New York, June 8, 2026, 12:04 EDT
- People familiar with the deal say SpaceX has attracted roughly $150 billion in demand for its anticipated $75 billion IPO.
- The company is rolling out an unusual fixed-price method ahead of expected pricing on June 11, with trading on Nasdaq slated for the following day.
- Starlink’s cash flow is under the microscope, while investors also factor in ongoing losses, Musk’s tight grip, and his aggressive pushes into AI and orbital data centers.
Investor demand for SpaceX’s planned $75 billion IPO is already running at roughly double the amount on offer, with orders piling in. Elon Musk’s rocket and satellite company appears set to challenge public markets with what could be the biggest stock-market listing ever.
Now that the deal is nearing its endgame, investor appetite is coming into sharper focus. SpaceX has set a target price of $135 per share—skipping the typical IPO price range—and plans to price the offering on June 11, with Nasdaq trading set to kick off June 12 under the SPCX ticker.
If the company lists, investors finally get a broad shot at owning a piece of the business behind Starlink and the launch market shake-up. Bloomberg earlier highlighted the IPO filing as an unusual window into the financial workings of Musk’s space firm—issues like valuation, listing venue, and financials are grabbing attention.
SpaceX is looking to offload 555.6 million shares, eyeing a roughly $1.75 trillion valuation, Reuters reported last week, citing sources familiar with the situation. Proceeds are pegged for projects like boosting AI computing power and expanding satellite operations.
SpaceX disclosed in a June 3 SEC filing that it registered as many as 631.5 million Class A shares, pricing them at $135 apiece. That figure includes potential shares for underwriters’ over-allotments, bringing the total possible offering to roughly $86.25 billion. The amended S-1 registration statement went up the same day.
This isn’t your typical Wall Street bookbuild. Matt Kennedy, senior strategist at Renaissance Capital, told Reuters that anchoring the roadshow with a fixed price shifts the dynamic, making it “more of a sales process.” Brian Jacobsen, chief economic strategist at Annex Wealth Management, added that the hefty retail slice could serve as a “safety net.” Reuters
SpaceX is eyeing a bigger retail presence in its planned offering, with Reuters reporting up to 30% could go to individual investors—a rare move for a high-profile IPO. Musk, though, would still hold firm on voting control post-listing.
The risk sticks out. Orders can shift before final pricing, and a two-times oversubscription might sound slim for a buzzy IPO—though the sheer scale here puts the demand in a different league.
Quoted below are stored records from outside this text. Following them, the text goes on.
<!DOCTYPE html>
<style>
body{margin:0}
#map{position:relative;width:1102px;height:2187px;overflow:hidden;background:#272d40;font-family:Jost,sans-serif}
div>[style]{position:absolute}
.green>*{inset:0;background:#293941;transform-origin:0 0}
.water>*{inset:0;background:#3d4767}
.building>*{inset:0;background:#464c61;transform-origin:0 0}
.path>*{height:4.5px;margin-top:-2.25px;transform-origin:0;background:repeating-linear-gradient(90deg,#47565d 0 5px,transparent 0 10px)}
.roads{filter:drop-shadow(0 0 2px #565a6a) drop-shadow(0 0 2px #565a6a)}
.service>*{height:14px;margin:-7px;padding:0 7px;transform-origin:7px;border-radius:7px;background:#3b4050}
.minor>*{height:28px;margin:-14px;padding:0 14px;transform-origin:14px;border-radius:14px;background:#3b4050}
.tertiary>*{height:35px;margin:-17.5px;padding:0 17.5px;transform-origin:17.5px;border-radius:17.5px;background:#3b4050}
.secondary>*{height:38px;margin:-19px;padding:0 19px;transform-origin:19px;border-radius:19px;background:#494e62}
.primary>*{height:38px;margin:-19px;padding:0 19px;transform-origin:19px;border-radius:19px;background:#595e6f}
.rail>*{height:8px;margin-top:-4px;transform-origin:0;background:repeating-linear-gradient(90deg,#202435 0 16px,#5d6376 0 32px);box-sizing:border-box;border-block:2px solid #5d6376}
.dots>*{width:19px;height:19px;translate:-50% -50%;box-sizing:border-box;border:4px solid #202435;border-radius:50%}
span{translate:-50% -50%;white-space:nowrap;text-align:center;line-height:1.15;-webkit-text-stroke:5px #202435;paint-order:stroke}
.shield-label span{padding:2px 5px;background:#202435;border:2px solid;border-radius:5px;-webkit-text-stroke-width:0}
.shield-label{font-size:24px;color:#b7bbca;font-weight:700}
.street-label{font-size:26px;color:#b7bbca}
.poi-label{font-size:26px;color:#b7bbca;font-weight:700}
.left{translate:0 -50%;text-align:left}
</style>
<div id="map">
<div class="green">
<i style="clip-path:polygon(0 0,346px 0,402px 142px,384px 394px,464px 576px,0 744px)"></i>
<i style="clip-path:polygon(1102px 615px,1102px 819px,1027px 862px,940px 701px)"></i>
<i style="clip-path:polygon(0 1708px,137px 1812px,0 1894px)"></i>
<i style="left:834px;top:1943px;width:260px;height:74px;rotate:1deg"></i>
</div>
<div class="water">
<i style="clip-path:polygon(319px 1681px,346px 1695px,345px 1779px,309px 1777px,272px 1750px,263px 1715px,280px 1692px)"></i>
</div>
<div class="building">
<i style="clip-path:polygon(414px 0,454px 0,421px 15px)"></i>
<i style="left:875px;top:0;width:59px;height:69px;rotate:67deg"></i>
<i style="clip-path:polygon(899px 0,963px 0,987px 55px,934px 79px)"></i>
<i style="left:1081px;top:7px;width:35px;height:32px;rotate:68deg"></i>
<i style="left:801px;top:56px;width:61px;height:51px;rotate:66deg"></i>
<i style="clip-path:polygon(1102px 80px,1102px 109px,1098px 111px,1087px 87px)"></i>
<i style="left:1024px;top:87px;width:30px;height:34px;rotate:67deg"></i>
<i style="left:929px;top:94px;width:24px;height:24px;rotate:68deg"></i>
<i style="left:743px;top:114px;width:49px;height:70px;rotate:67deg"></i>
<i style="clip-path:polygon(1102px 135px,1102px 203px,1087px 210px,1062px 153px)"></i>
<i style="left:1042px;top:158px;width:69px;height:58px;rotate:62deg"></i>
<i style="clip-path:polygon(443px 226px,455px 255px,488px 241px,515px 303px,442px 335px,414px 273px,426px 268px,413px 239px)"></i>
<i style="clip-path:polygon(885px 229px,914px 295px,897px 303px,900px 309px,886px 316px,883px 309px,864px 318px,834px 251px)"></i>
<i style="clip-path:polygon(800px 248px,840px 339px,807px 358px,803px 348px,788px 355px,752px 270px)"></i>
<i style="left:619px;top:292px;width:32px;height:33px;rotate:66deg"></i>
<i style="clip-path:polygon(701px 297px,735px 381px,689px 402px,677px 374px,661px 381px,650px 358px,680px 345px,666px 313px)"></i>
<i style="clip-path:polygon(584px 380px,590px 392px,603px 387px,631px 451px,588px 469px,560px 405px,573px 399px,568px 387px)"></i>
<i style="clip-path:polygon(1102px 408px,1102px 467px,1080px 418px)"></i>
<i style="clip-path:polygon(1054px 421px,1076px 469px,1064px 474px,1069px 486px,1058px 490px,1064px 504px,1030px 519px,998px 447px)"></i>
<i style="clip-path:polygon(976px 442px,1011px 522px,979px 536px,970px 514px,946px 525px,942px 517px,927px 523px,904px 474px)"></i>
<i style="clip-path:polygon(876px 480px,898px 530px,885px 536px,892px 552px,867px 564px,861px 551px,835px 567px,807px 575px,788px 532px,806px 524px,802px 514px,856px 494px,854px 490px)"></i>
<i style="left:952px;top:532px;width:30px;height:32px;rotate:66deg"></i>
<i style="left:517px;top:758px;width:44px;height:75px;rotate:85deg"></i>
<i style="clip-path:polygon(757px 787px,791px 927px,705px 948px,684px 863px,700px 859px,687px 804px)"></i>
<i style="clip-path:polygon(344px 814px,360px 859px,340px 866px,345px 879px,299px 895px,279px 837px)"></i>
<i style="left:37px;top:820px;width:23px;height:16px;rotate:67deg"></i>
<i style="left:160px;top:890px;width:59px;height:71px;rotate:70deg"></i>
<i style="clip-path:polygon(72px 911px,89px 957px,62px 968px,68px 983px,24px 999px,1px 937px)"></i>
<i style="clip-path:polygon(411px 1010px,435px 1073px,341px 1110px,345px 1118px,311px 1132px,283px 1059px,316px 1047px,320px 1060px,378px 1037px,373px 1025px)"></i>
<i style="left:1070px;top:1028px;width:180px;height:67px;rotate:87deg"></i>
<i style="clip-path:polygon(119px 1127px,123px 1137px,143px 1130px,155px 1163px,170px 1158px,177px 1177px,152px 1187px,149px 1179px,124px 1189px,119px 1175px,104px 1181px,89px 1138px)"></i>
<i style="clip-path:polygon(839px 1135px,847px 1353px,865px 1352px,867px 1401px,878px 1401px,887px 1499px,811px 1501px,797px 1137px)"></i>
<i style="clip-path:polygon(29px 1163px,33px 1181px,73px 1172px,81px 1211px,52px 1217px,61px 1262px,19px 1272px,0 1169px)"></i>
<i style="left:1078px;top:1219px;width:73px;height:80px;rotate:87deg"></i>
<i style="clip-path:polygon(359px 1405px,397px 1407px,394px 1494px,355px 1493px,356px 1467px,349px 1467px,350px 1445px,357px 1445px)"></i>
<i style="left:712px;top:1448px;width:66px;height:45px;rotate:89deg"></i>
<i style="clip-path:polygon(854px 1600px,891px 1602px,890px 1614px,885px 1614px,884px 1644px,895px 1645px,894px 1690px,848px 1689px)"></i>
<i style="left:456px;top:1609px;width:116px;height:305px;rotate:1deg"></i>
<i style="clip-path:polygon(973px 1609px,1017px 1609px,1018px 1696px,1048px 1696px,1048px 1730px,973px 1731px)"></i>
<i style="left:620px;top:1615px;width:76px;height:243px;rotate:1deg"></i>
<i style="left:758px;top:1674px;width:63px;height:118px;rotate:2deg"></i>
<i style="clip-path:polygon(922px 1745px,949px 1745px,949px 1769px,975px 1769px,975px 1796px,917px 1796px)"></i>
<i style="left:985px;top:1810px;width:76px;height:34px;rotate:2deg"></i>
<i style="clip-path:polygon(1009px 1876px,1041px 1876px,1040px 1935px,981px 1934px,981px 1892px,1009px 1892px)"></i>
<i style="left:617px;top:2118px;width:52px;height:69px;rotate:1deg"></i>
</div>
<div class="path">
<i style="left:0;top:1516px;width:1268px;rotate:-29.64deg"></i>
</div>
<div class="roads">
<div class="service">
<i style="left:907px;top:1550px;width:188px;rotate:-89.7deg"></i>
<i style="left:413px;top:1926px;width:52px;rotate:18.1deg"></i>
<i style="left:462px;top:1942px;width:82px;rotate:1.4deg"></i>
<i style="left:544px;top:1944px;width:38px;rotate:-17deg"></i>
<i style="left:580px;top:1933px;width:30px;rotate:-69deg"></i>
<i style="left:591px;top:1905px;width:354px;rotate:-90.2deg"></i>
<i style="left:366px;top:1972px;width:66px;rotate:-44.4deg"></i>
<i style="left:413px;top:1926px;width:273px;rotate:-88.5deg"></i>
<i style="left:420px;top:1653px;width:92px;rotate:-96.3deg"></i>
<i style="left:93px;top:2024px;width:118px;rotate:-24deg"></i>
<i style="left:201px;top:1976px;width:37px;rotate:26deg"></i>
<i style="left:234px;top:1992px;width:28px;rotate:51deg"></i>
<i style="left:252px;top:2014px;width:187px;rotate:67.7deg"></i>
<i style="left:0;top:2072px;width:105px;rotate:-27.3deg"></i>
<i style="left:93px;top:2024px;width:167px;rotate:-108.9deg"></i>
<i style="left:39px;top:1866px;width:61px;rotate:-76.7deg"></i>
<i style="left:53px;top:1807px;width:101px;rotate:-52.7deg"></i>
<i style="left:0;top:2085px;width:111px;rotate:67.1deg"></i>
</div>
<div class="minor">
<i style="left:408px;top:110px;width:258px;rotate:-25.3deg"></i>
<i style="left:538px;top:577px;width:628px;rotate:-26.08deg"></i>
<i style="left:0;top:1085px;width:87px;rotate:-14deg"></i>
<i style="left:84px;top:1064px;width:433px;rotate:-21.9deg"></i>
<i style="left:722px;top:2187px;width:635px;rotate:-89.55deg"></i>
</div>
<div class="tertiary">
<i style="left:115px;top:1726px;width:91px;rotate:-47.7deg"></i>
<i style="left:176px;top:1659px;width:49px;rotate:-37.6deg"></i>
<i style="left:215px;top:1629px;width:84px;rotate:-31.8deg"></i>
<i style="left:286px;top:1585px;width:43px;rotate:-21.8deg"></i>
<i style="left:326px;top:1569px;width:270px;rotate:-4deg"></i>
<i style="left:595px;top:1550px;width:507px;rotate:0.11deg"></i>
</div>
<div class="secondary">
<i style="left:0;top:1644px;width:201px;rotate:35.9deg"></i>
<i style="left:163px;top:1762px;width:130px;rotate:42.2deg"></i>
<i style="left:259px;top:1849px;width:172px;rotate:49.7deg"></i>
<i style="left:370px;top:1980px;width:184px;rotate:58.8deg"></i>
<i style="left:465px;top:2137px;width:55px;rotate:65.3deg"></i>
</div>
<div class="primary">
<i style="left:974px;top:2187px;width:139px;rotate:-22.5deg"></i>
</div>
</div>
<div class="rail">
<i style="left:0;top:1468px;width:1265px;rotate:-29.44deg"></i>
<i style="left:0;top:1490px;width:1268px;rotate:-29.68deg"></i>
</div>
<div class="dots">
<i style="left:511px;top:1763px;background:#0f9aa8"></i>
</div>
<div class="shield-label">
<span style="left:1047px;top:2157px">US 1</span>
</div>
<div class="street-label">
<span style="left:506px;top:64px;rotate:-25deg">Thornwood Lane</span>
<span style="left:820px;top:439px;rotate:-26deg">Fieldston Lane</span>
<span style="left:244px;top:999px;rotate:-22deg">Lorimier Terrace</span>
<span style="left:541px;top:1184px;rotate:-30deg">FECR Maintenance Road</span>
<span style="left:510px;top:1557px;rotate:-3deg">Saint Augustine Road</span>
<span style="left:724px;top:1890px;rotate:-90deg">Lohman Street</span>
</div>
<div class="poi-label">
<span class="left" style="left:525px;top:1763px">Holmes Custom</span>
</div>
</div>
SpaceX booked a net loss in 2025, and a lot of the valuation hangs on ventures still under construction, like its space-based AI data centers and Starship, the heavy-lift rocket that’s still in the testing phase.
The tension gets clear when you stack up the numbers. Reuters puts SpaceX trading at around 93.7 times its 2025 revenue if it hits that $1.75 trillion valuation, while Rocket Lab comes in higher at about 118 times, Palantir at 81, and Tesla sits way below at just under 17—each based on trailing price-to-revenue. As for price-to-earnings, that metric’s off the table for SpaceX; they ended last year in the red.
Ripple effects from the IPO are being felt across the space sector. Quantum Space, where ex-NASA chief Jim Bridenstine is at the helm, announced plans Monday to go public via a SPAC deal pegging its valuation near $1.2 billion. Reuters pointed out that investor enthusiasm is picking up before SpaceX’s own debut.
The public-market run is shining a spotlight on President Gwynne Shotwell inside SpaceX. Shotwell, with the company since 2002, often gets credit for translating Musk’s ambitions into actual deals and operational milestones. Jim Cantrell, one of SpaceX’s early execs, described her to Reuters as “a bridge” between Musk’s vision and reality. Reuters
For the moment, it’s Musk, Starlink, and the promise of massive scale driving the narrative. Craig Coben, who previously worked in capital markets at Bank of America, told Reuters that a company with this much IPO buzz can set the rules and expect investors to play along. This week should reveal just how much leeway that star power really buys.